TASK GOAL >>
Your result should be every line of the records below that contains the word "OBERFAHRSTRASSE".

PROVIDED DATA >>
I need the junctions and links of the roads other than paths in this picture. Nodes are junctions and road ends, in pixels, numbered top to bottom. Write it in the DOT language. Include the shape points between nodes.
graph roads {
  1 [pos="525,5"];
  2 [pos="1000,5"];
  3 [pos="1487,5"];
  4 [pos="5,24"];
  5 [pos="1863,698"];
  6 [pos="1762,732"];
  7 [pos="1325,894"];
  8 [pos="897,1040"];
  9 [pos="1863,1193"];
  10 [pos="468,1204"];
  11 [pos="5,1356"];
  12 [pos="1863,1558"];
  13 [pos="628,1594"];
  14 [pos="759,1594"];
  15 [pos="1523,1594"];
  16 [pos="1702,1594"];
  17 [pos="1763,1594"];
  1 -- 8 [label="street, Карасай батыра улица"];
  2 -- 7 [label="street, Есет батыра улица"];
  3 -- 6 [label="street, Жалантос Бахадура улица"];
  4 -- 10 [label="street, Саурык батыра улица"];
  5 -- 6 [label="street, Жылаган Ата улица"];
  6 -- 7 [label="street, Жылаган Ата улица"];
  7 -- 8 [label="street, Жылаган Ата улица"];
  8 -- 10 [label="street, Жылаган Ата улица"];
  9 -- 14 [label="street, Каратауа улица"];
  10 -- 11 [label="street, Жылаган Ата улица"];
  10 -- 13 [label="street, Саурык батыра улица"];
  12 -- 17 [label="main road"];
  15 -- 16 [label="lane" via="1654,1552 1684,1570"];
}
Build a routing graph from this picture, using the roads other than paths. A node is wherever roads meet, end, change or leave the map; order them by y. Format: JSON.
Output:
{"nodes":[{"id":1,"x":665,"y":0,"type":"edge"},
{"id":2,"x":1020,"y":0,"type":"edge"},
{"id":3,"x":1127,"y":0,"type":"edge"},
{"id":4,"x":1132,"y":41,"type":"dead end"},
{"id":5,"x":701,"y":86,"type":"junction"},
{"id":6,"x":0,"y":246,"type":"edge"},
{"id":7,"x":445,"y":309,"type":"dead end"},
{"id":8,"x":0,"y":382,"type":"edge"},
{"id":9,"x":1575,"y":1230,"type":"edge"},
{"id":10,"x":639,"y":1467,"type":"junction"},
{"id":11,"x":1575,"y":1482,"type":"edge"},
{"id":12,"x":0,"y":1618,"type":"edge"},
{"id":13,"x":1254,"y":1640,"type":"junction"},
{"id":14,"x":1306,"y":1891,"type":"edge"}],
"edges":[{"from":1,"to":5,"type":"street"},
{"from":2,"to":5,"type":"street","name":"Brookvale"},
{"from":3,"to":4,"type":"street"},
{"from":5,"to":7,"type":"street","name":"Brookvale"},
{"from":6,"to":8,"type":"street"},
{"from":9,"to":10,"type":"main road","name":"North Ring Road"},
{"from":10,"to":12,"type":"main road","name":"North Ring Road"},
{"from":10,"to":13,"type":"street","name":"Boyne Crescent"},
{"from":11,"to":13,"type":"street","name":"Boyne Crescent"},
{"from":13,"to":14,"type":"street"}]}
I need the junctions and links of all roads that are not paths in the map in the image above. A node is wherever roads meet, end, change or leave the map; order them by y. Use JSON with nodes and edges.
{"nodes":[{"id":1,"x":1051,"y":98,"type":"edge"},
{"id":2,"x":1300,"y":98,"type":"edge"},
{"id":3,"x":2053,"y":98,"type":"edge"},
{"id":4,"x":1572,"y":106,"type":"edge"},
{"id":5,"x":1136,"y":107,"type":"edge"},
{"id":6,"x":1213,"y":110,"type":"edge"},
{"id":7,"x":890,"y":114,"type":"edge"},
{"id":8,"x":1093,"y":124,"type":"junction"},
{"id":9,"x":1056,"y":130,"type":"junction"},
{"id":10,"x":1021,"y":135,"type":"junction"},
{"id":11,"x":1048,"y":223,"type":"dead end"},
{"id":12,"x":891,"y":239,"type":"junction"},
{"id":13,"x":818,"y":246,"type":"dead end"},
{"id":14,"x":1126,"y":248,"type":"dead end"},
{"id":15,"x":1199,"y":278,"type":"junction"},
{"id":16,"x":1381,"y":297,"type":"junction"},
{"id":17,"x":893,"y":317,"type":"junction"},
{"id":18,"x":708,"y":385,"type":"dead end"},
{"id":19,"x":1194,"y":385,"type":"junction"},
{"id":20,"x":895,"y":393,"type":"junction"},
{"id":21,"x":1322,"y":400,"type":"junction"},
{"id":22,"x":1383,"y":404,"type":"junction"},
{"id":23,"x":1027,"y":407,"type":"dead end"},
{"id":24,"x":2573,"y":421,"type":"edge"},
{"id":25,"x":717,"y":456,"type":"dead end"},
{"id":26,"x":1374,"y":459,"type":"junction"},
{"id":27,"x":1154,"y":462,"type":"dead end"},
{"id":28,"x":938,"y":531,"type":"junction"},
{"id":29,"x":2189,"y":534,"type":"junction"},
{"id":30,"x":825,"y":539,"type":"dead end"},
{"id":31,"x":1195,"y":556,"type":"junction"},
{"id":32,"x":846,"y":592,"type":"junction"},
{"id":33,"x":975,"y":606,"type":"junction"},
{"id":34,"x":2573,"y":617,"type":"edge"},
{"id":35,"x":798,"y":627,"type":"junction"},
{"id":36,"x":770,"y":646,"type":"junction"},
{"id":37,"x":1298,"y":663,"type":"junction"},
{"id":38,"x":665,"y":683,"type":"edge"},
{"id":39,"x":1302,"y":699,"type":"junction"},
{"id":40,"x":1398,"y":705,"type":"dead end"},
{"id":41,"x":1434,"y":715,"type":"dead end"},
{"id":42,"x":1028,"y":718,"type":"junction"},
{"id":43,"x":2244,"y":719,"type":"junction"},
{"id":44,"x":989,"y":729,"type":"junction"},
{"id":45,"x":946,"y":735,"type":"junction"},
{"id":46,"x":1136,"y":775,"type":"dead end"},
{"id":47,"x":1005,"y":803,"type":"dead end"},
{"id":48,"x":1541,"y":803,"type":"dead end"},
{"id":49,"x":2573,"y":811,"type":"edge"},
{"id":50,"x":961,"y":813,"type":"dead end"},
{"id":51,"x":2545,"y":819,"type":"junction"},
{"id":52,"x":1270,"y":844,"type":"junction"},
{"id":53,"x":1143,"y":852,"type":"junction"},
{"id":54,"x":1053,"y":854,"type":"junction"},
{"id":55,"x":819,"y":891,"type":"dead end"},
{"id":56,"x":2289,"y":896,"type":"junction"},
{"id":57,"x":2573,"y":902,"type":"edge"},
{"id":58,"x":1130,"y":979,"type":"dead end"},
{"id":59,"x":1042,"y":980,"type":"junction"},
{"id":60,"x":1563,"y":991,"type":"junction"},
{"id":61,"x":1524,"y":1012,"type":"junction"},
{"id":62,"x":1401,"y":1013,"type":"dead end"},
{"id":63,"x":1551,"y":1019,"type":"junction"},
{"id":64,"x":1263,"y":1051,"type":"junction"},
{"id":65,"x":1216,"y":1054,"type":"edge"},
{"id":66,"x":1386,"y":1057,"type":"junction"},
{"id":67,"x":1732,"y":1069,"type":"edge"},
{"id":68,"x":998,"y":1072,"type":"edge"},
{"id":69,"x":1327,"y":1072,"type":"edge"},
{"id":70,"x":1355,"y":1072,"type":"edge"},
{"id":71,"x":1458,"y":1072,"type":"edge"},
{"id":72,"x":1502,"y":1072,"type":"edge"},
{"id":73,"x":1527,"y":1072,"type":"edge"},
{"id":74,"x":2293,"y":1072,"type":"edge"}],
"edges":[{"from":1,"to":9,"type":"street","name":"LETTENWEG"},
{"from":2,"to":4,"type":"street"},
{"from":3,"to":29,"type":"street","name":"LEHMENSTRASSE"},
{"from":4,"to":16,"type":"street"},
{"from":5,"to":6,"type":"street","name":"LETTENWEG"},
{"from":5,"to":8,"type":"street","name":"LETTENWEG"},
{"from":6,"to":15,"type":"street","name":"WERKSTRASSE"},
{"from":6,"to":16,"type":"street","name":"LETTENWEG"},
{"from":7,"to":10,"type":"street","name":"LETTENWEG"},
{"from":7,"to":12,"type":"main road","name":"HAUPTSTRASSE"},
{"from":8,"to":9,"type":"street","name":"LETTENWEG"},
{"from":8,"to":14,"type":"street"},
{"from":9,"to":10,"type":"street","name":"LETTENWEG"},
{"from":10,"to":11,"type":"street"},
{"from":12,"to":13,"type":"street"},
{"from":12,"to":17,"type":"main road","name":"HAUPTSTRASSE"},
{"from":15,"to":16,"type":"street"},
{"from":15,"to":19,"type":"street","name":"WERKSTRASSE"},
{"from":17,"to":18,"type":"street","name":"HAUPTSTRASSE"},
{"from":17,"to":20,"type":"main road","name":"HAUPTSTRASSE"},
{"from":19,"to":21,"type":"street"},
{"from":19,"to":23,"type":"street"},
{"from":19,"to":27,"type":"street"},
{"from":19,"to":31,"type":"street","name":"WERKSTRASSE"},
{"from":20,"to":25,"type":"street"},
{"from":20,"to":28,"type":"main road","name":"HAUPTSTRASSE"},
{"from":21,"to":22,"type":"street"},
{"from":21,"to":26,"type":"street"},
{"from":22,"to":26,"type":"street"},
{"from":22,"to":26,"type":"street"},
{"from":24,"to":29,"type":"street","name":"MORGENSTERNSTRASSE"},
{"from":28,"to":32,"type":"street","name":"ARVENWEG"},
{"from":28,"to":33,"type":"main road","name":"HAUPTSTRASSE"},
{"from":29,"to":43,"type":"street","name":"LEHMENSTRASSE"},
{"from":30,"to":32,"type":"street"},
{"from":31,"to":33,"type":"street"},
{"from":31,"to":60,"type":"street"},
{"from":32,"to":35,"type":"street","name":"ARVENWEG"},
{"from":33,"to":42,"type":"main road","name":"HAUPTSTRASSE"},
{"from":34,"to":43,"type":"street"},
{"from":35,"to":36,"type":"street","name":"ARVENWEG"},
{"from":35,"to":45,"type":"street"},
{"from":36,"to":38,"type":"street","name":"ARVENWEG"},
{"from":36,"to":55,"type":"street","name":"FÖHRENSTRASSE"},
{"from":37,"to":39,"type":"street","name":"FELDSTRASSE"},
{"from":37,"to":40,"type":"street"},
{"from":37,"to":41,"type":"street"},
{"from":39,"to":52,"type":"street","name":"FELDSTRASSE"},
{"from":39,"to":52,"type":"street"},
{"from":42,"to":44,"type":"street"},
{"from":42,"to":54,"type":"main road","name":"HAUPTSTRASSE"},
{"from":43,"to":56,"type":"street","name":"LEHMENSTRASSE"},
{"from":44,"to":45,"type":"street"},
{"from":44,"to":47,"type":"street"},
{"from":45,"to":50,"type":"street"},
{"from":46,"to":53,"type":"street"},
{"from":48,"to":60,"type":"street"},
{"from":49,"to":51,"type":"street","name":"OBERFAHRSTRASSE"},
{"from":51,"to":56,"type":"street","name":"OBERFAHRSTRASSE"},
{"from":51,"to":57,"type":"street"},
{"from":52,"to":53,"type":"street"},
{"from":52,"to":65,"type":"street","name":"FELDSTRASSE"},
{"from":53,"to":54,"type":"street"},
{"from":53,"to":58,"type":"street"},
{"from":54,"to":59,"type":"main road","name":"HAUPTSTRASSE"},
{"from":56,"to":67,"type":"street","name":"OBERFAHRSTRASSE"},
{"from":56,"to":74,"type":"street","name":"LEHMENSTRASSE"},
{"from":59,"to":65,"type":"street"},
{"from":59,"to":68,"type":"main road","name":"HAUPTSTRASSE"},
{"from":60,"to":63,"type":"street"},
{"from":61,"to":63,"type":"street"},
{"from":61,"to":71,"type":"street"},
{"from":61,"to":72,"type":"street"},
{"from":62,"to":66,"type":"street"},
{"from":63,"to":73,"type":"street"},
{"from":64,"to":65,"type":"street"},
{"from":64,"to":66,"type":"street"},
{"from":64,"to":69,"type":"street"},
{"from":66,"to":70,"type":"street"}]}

ANSWER TO THE EXERCISE >>
{"from":49,"to":51,"type":"street","name":"OBERFAHRSTRASSE"},
{"from":51,"to":56,"type":"street","name":"OBERFAHRSTRASSE"},
{"from":56,"to":67,"type":"street","name":"OBERFAHRSTRASSE"},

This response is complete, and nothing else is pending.